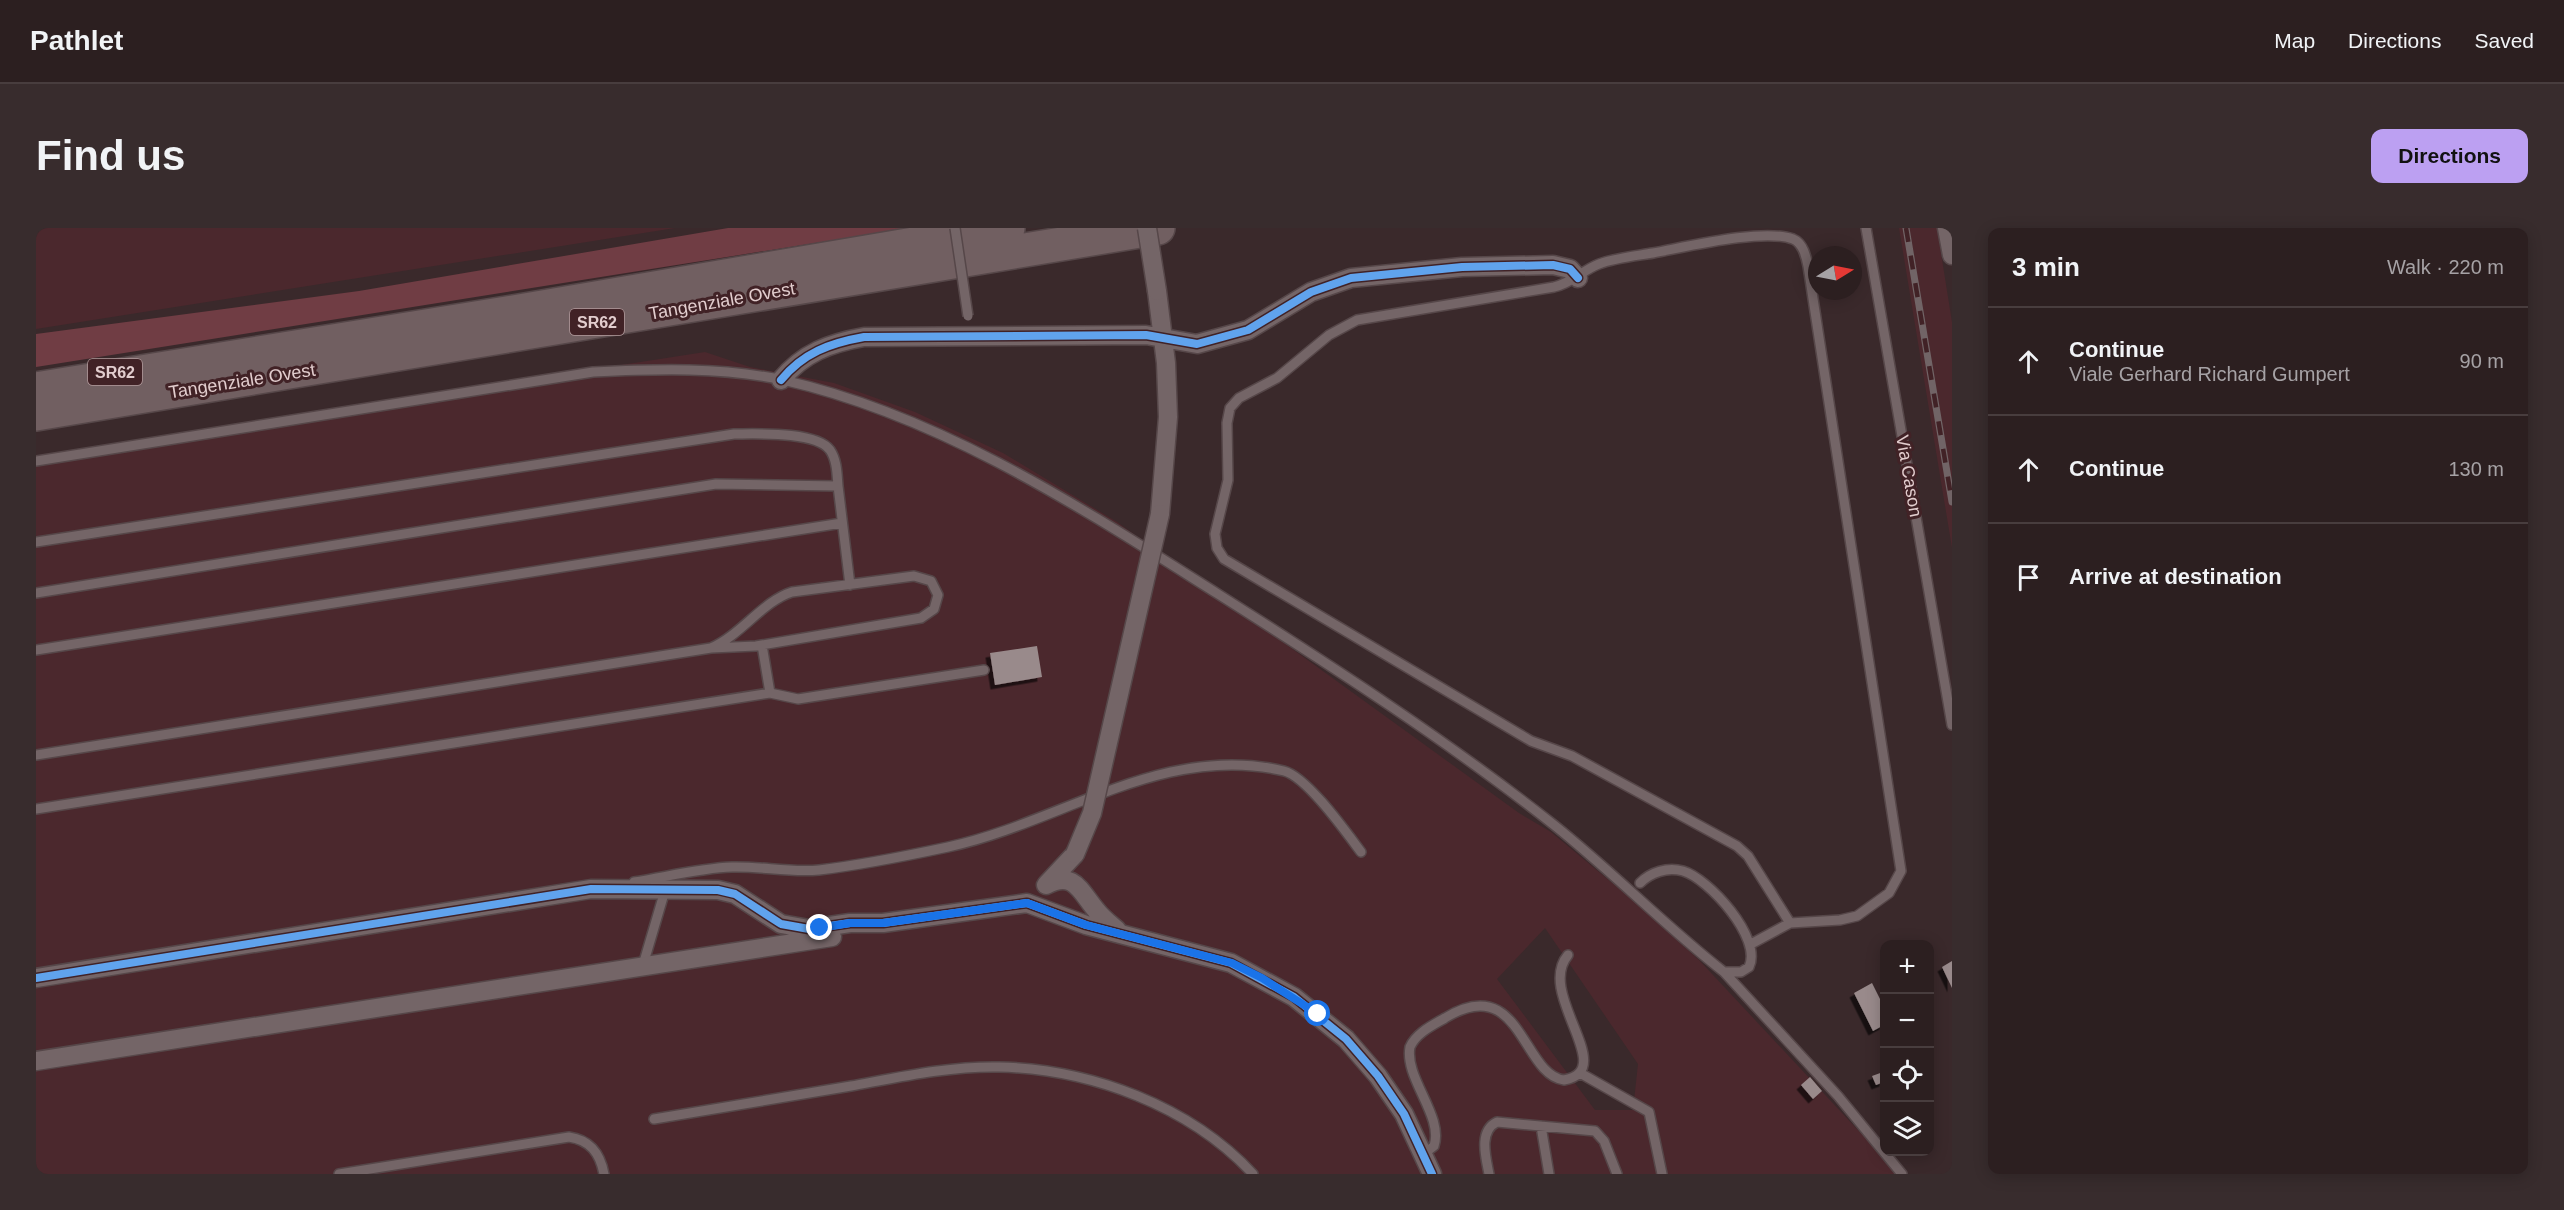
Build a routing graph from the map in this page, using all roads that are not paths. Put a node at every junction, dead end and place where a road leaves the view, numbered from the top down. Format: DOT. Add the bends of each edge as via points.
graph roads {
  1 [pos="955,228"];
  2 [pos="1008,228"];
  3 [pos="1147,228"];
  4 [pos="1158,228"];
  5 [pos="1866,228"];
  6 [pos="1947,228"];
  7 [pos="1952,255"];
  8 [pos="1578,278"];
  9 [pos="969,337"];
  10 [pos="1162,338"];
  11 [pos="193,365"];
  12 [pos="36,380"];
  13 [pos="781,380"];
  14 [pos="36,389"];
  15 [pos="36,414"];
  16 [pos="36,461"];
  17 [pos="838,486"];
  18 [pos="842,523"];
  19 [pos="36,542"];
  20 [pos="850,585"];
  21 [pos="36,593"];
  22 [pos="762,645"];
  23 [pos="711,648"];
  24 [pos="36,650"];
  25 [pos="984,670"];
  26 [pos="770,693"];
  27 [pos="1952,725"];
  28 [pos="36,755"];
  29 [pos="36,809"];
  30 [pos="1361,852"];
  31 [pos="667,883"];
  32 [pos="1640,883"];
  33 [pos="1046,885"];
  34 [pos="1009,904"];
  35 [pos="1094,921"];
  36 [pos="883,923"];
  37 [pos="1790,923"];
  38 [pos="1751,944"];
  39 [pos="1568,955"];
  40 [pos="643,965"];
  41 [pos="1724,972"];
  42 [pos="36,978"];
  43 [pos="36,1061"];
  44 [pos="1580,1073"];
  45 [pos="654,1119"];
  46 [pos="1540,1126"];
  47 [pos="1425,1153"];
  48 [pos="339,1174"];
  49 [pos="604,1174"];
  50 [pos="1253,1174"];
  51 [pos="1432,1174"];
  52 [pos="1488,1174"];
  53 [pos="1549,1174"];
  54 [pos="1617,1174"];
  55 [pos="1662,1174"];
  56 [pos="1902,1174"];
  1 -- 9 [label="lane, bridge"];
  2 -- 11 [label="highway, Tangenziale Ovest / SR62"];
  3 -- 10 [label="street, bridge"];
  4 -- 15 [label="highway, Tangenziale Ovest / SR62"];
  5 -- 27 [label="lane, Via Cason"];
  6 -- 7 [label="street"];
  8 -- 10 [label="street" via="1570,269 1553,265 1374,274 1323,286 1248,330 1216,341 1197,344"];
  8 -- 37 [label="lane" via="1601,263 1753,235 1796,240 1806,258 1901,871 1889,893 1857,916"];
  8 -- 37 [label="lane" via="1554,288 1357,320 1329,335 1277,378 1239,398 1228,415 1228,480 1215,534 1217,548 1224,559 1518,734 1544,748 1572,756 1737,846 1748,856"];
  9 -- 10 [label="street"];
  9 -- 13 [label="street" via="864,337 843,341 800,360"];
  10 -- 33 [label="street, bridge" via="1168,417 1160,514 1092,813 1075,854"];
  11 -- 12 [label="highway, SR62"];
  11 -- 14 [label="highway, Tangenziale Ovest / SR62"];
  13 -- 16 [label="lane" via="683,368 593,372"];
  13 -- 41 [label="lane" via="844,397 920,425 1001,465 1133,541 1402,713 1555,826"];
  17 -- 18 [label="lane"];
  17 -- 19 [label="lane" via="834,457 819,442 790,435 734,434"];
  17 -- 21 [label="lane" via="716,484"];
  18 -- 20 [label="lane"];
  18 -- 24 [label="lane"];
  20 -- 22 [label="lane" via="922,577 935,586 938,603 921,618"];
  20 -- 23 [label="lane" via="785,594 731,638"];
  22 -- 23 [label="lane"];
  22 -- 26 [label="lane"];
  23 -- 28 [label="lane"];
  25 -- 26 [label="lane" via="798,699"];
  26 -- 29 [label="lane"];
  30 -- 31 [label="lane" via="1307,786 1291,773 1248,766 1207,766 1130,782 996,833 949,846 819,870 733,867"];
  31 -- 36 [label="street" via="735,894 768,917 795,927"];
  31 -- 40 [label="lane"];
  31 -- 42 [label="street" via="591,889"];
  32 -- 38 [label="lane" via="1665,870 1690,874 1738,920"];
  33 -- 34 [label="street"];
  33 -- 35 [label="street" via="1059,880 1076,884"];
  34 -- 35 [label="street" via="1027,903"];
  34 -- 36 [label="street"];
  35 -- 47 [label="street" via="1120,933 1232,963 1294,997 1346,1039 1378,1076"];
  36 -- 40 [label="street" via="852,934"];
  37 -- 38 [label="lane"];
  38 -- 41 [label="lane" via="1753,956 1746,970"];
  39 -- 44 [label="lane" via="1558,983 1584,1051"];
  40 -- 43 [label="street"];
  41 -- 56 [label="lane" via="1838,1096"];
  44 -- 47 [label="lane" via="1564,1080 1553,1076 1499,1011 1482,1006 1458,1010 1422,1032 1410,1047 1411,1064 1436,1131 1434,1146"];
  44 -- 55 [label="lane" via="1649,1112"];
  45 -- 50 [label="lane" via="940,1071 1002,1067 1085,1080 1149,1101 1216,1141"];
  46 -- 52 [label="lane" via="1497,1122 1490,1127 1485,1150"];
  46 -- 53 [label="lane"];
  46 -- 54 [label="lane" via="1599,1133"];
  47 -- 51 [label="street"];
  48 -- 49 [label="lane" via="569,1137 592,1146"];
}
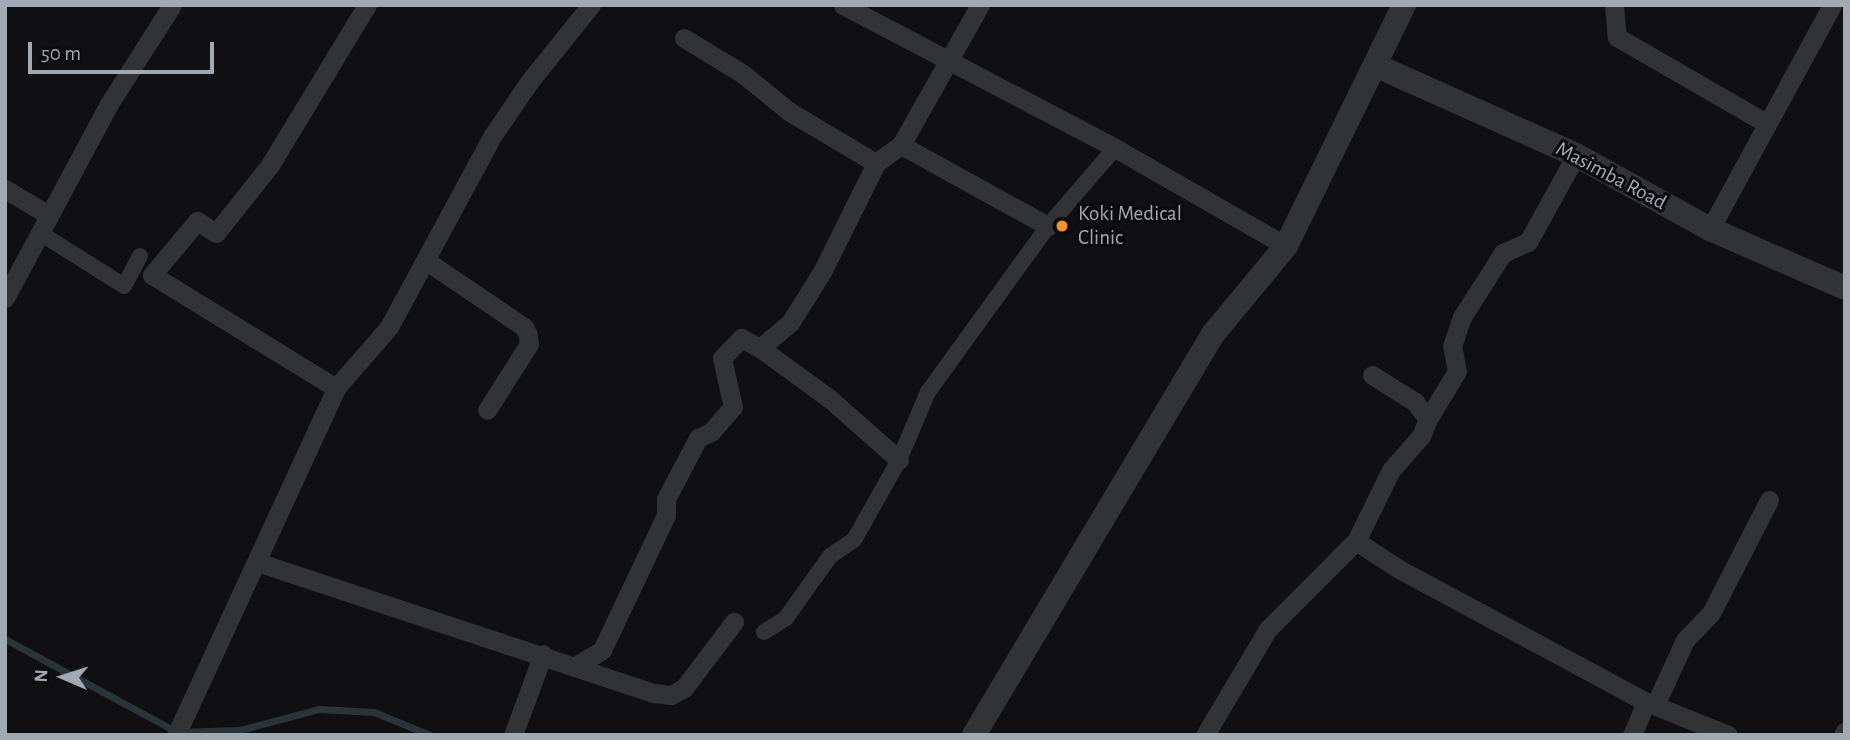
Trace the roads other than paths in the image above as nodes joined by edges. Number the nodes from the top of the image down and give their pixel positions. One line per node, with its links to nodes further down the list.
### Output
1 (172, 5): 18 (street)
2 (367, 5): 28 (street)
3 (591, 5): 23 (street)
4 (843, 5): 10 (street)
5 (980, 5): 10 (street)
6 (1404, 5): 11 (street)
7 (1614, 5): 12 (street)
8 (1832, 5): 12 (street)
9 (684, 38): 16 (street)
10 (948, 58): 13 (street); 14 (street)
11 (1377, 66): 15 (street, Masimba Road); 21 (street)
12 (1766, 123): 20 (street)
13 (901, 145): 16 (street); 19 (street)
14 (1115, 148): 19 (street); 21 (street)
15 (1576, 155): 20 (street, Masimba Road); 30 (street)
16 (876, 163): 26 (street)
17 (5, 189): 18 (street)
18 (44, 223): 22 (street); 25 (street)
19 (1048, 226): 31 (street)
20 (1710, 229): 24 (street, Masimba Road)
21 (1286, 246): 42 (street)
22 (140, 256)
23 (425, 260): 28 (street); 29 (street)
24 (1845, 288)
25 (5, 298)
26 (760, 348): 31 (street); 38 (street)
27 (1371, 375): 30 (street)
28 (336, 388): 34 (street)
29 (487, 410)
30 (1428, 419): 33 (street)
31 (899, 460): 36 (street)
32 (1769, 500): 39 (street)
33 (1356, 541): 39 (street); 43 (street)
34 (257, 562): 37 (street); 40 (street)
35 (734, 622): 38 (street)
36 (764, 632)
37 (543, 654): 38 (street); 41 (street)
38 (575, 667)
39 (1651, 703): 44 (street); 45 (street)
40 (176, 735)
41 (513, 735)
42 (974, 735)
43 (1205, 735)
44 (1632, 735)
45 (1728, 735)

## ACTIVITY
Everything in the listing should be copied exactly, apart from the images it holds.

## EXERCISE RESPONSE
Build a routing graph from the map in this page, using all roads that are not paths. Put a node at every junction, dead end and place where a road leaves the view, numbered from the top down. Format: DOT. Add the bends of each edge as via points.
graph roads {
  1 [pos="955,228"];
  2 [pos="1008,228"];
  3 [pos="1147,228"];
  4 [pos="1158,228"];
  5 [pos="1866,228"];
  6 [pos="1947,228"];
  7 [pos="1952,255"];
  8 [pos="1578,278"];
  9 [pos="969,337"];
  10 [pos="1162,338"];
  11 [pos="193,365"];
  12 [pos="36,380"];
  13 [pos="781,380"];
  14 [pos="36,389"];
  15 [pos="36,414"];
  16 [pos="36,461"];
  17 [pos="838,486"];
  18 [pos="842,523"];
  19 [pos="36,542"];
  20 [pos="850,585"];
  21 [pos="36,593"];
  22 [pos="762,645"];
  23 [pos="711,648"];
  24 [pos="36,650"];
  25 [pos="984,670"];
  26 [pos="770,693"];
  27 [pos="1952,725"];
  28 [pos="36,755"];
  29 [pos="36,809"];
  30 [pos="1361,852"];
  31 [pos="667,883"];
  32 [pos="1640,883"];
  33 [pos="1046,885"];
  34 [pos="1009,904"];
  35 [pos="1094,921"];
  36 [pos="883,923"];
  37 [pos="1790,923"];
  38 [pos="1751,944"];
  39 [pos="1568,955"];
  40 [pos="643,965"];
  41 [pos="1724,972"];
  42 [pos="36,978"];
  43 [pos="36,1061"];
  44 [pos="1580,1073"];
  45 [pos="654,1119"];
  46 [pos="1540,1126"];
  47 [pos="1425,1153"];
  48 [pos="339,1174"];
  49 [pos="604,1174"];
  50 [pos="1253,1174"];
  51 [pos="1432,1174"];
  52 [pos="1488,1174"];
  53 [pos="1549,1174"];
  54 [pos="1617,1174"];
  55 [pos="1662,1174"];
  56 [pos="1902,1174"];
  1 -- 9 [label="lane, bridge"];
  2 -- 11 [label="highway, Tangenziale Ovest / SR62"];
  3 -- 10 [label="street, bridge"];
  4 -- 15 [label="highway, Tangenziale Ovest / SR62"];
  5 -- 27 [label="lane, Via Cason"];
  6 -- 7 [label="street"];
  8 -- 10 [label="street" via="1570,269 1553,265 1374,274 1323,286 1248,330 1216,341 1197,344"];
  8 -- 37 [label="lane" via="1601,263 1753,235 1796,240 1806,258 1901,871 1889,893 1857,916"];
  8 -- 37 [label="lane" via="1554,288 1357,320 1329,335 1277,378 1239,398 1228,415 1228,480 1215,534 1217,548 1224,559 1518,734 1544,748 1572,756 1737,846 1748,856"];
  9 -- 10 [label="street"];
  9 -- 13 [label="street" via="864,337 843,341 800,360"];
  10 -- 33 [label="street, bridge" via="1168,417 1160,514 1092,813 1075,854"];
  11 -- 12 [label="highway, SR62"];
  11 -- 14 [label="highway, Tangenziale Ovest / SR62"];
  13 -- 16 [label="lane" via="683,368 593,372"];
  13 -- 41 [label="lane" via="844,397 920,425 1001,465 1133,541 1402,713 1555,826"];
  17 -- 18 [label="lane"];
  17 -- 19 [label="lane" via="834,457 819,442 790,435 734,434"];
  17 -- 21 [label="lane" via="716,484"];
  18 -- 20 [label="lane"];
  18 -- 24 [label="lane"];
  20 -- 22 [label="lane" via="922,577 935,586 938,603 921,618"];
  20 -- 23 [label="lane" via="785,594 731,638"];
  22 -- 23 [label="lane"];
  22 -- 26 [label="lane"];
  23 -- 28 [label="lane"];
  25 -- 26 [label="lane" via="798,699"];
  26 -- 29 [label="lane"];
  30 -- 31 [label="lane" via="1307,786 1291,773 1248,766 1207,766 1130,782 996,833 949,846 819,870 733,867"];
  31 -- 36 [label="street" via="735,894 768,917 795,927"];
  31 -- 40 [label="lane"];
  31 -- 42 [label="street" via="591,889"];
  32 -- 38 [label="lane" via="1665,870 1690,874 1738,920"];
  33 -- 34 [label="street"];
  33 -- 35 [label="street" via="1059,880 1076,884"];
  34 -- 35 [label="street" via="1027,903"];
  34 -- 36 [label="street"];
  35 -- 47 [label="street" via="1120,933 1232,963 1294,997 1346,1039 1378,1076"];
  36 -- 40 [label="street" via="852,934"];
  37 -- 38 [label="lane"];
  38 -- 41 [label="lane" via="1753,956 1746,970"];
  39 -- 44 [label="lane" via="1558,983 1584,1051"];
  40 -- 43 [label="street"];
  41 -- 56 [label="lane" via="1838,1096"];
  44 -- 47 [label="lane" via="1564,1080 1553,1076 1499,1011 1482,1006 1458,1010 1422,1032 1410,1047 1411,1064 1436,1131 1434,1146"];
  44 -- 55 [label="lane" via="1649,1112"];
  45 -- 50 [label="lane" via="940,1071 1002,1067 1085,1080 1149,1101 1216,1141"];
  46 -- 52 [label="lane" via="1497,1122 1490,1127 1485,1150"];
  46 -- 53 [label="lane"];
  46 -- 54 [label="lane" via="1599,1133"];
  47 -- 51 [label="street"];
  48 -- 49 [label="lane" via="569,1137 592,1146"];
}
Trace the roads other than paths in the image above as nodes joined by edges. Number the nodes from the top of the image down and give their pixel positions. One line per node, with its links to nodes further down the list.
### Output
1 (172, 5): 18 (street)
2 (367, 5): 28 (street)
3 (591, 5): 23 (street)
4 (843, 5): 10 (street)
5 (980, 5): 10 (street)
6 (1404, 5): 11 (street)
7 (1614, 5): 12 (street)
8 (1832, 5): 12 (street)
9 (684, 38): 16 (street)
10 (948, 58): 13 (street); 14 (street)
11 (1377, 66): 15 (street, Masimba Road); 21 (street)
12 (1766, 123): 20 (street)
13 (901, 145): 16 (street); 19 (street)
14 (1115, 148): 19 (street); 21 (street)
15 (1576, 155): 20 (street, Masimba Road); 30 (street)
16 (876, 163): 26 (street)
17 (5, 189): 18 (street)
18 (44, 223): 22 (street); 25 (street)
19 (1048, 226): 31 (street)
20 (1710, 229): 24 (street, Masimba Road)
21 (1286, 246): 42 (street)
22 (140, 256)
23 (425, 260): 28 (street); 29 (street)
24 (1845, 288)
25 (5, 298)
26 (760, 348): 31 (street); 38 (street)
27 (1371, 375): 30 (street)
28 (336, 388): 34 (street)
29 (487, 410)
30 (1428, 419): 33 (street)
31 (899, 460): 36 (street)
32 (1769, 500): 39 (street)
33 (1356, 541): 39 (street); 43 (street)
34 (257, 562): 37 (street); 40 (street)
35 (734, 622): 38 (street)
36 (764, 632)
37 (543, 654): 38 (street); 41 (street)
38 (575, 667)
39 (1651, 703): 44 (street); 45 (street)
40 (176, 735)
41 (513, 735)
42 (974, 735)
43 (1205, 735)
44 (1632, 735)
45 (1728, 735)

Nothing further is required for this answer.